A NEW YORK STORY OF PRIVILEGE AND PERSEVERANCE

An enjoyable, intriguing, poignant, and joyful account that’s a bit overstuffed.

In this memoir, an architect recollects her first 30-odd years, navigating a privileged but bumpy childhood and adolescence before reaching an adulthood in which she realizes her professional ambitions.

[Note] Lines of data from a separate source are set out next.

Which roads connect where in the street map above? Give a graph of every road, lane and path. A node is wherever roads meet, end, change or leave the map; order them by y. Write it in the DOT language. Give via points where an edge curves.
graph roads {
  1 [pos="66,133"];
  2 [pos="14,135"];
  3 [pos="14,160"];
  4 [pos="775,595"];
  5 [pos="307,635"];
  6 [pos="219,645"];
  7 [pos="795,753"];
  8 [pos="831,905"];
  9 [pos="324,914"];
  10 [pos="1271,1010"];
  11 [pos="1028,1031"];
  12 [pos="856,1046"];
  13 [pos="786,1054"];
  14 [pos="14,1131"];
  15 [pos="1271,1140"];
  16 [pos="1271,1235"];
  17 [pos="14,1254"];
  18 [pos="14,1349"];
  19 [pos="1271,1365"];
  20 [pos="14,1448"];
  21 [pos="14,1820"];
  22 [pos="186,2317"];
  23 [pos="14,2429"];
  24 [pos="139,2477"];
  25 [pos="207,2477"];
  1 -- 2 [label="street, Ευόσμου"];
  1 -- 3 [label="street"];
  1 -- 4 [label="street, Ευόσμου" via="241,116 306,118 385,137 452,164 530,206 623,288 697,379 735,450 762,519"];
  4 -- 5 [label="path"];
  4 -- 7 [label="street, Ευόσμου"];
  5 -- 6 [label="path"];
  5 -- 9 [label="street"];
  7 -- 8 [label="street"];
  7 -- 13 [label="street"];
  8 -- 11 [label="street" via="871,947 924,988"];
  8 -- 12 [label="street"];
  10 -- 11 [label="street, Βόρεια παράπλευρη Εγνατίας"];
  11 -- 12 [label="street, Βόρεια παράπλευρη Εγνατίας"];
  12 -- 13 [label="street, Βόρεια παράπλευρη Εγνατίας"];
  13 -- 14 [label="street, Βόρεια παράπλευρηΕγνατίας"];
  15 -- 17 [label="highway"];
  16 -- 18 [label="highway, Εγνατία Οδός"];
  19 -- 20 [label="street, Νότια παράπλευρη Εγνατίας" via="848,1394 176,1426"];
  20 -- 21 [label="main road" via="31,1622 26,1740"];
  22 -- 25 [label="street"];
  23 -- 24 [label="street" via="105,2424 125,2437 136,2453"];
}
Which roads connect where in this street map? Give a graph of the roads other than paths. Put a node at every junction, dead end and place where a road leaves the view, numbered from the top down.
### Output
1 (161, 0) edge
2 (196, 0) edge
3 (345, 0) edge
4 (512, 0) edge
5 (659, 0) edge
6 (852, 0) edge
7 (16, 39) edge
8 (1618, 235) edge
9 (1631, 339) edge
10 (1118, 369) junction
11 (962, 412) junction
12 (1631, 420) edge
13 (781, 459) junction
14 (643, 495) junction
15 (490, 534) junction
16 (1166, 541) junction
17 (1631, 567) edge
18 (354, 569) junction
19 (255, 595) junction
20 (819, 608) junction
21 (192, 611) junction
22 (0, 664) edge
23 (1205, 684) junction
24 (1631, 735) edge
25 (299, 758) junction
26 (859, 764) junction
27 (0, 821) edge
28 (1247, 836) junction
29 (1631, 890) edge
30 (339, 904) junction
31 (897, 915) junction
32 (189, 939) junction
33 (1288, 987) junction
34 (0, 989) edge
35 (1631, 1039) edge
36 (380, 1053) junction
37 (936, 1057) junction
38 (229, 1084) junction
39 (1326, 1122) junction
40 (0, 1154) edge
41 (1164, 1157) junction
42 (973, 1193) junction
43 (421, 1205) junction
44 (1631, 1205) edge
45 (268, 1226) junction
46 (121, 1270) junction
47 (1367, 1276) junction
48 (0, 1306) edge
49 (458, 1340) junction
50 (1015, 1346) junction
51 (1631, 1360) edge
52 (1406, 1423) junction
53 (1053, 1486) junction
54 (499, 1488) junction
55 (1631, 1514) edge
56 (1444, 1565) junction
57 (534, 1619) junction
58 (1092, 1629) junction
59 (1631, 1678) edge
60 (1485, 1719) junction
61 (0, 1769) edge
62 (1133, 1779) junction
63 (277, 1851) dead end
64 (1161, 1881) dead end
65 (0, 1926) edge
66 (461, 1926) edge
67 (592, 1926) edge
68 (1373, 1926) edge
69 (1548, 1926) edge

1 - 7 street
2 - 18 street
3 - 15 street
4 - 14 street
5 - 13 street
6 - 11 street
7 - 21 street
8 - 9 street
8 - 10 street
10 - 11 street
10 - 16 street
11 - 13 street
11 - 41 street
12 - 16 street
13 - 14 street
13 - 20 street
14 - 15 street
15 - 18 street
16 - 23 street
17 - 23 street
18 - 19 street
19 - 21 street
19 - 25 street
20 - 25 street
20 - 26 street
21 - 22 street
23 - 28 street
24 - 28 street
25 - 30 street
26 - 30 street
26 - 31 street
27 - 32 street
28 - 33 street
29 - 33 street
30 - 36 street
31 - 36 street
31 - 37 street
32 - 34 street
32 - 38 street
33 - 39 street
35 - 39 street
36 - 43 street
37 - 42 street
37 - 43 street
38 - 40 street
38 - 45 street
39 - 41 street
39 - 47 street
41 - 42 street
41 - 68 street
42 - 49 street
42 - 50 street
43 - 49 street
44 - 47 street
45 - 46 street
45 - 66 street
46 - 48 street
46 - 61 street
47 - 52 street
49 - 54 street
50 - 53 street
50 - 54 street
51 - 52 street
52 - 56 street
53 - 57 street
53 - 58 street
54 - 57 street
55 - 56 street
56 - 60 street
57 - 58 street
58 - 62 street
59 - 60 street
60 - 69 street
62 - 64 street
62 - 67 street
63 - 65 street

Armstrong was 7 years old in 1947 when her parents, Sinclair Howard “Howie” Armstrong Jr. and Barbara Lewis, separated. The collapse of their marriage resulted in the girl’s relocation. While Howie, a physician, moved to Chicago, the author and her mother left Boston’s Beacon Hill for a small, fourth-floor walk-up apartment on Manhattan’s Upper East Side. Armstrong was enrolled in the Brearley School, a private girls’ school favored by many of New York’s socially elite families. Although Barbara came from a wealthy family, an inheritance left to her by her paternal grandmother was controlled by her father, Gaffer. He became vindictive when his daughter refused to move back into the family’s Park Avenue apartment. Barbara was a Columbia Law School graduate and had been practicing law in Boston, but she discovered that New York firms were not inclined to hire women other than as secretaries. Howie disappeared for several years, failing to send child support payments. This left mother and daughter quite short of funds for a couple of years. But what they did have was an expansive network of impressive familial and social connections and considerable determination. Armstrong was only 10 when she decided she would become an architect. Readers meet the author in her riveting prologue, which describes how she and Howie weathered the fury of Hurricane Carol aboard his steel-hulled sailboat moored off the coast of Southern Maine. The chapter previews her extraordinary ability to recall minuscule details of events and people from decades past—more individuals than readers will be able to keep track of, despite the helpful opening list of important personages. Even at an early age, she noted the architecture and décor of virtually every space she entered. The author is an engaging, lively narrator who trains her gimlet-eyed evaluations on herself as frequently as on her extensive family, bringing readers inside a three-decade, upscale journey encompassing plenty of captivating adventures and touching self-discovery.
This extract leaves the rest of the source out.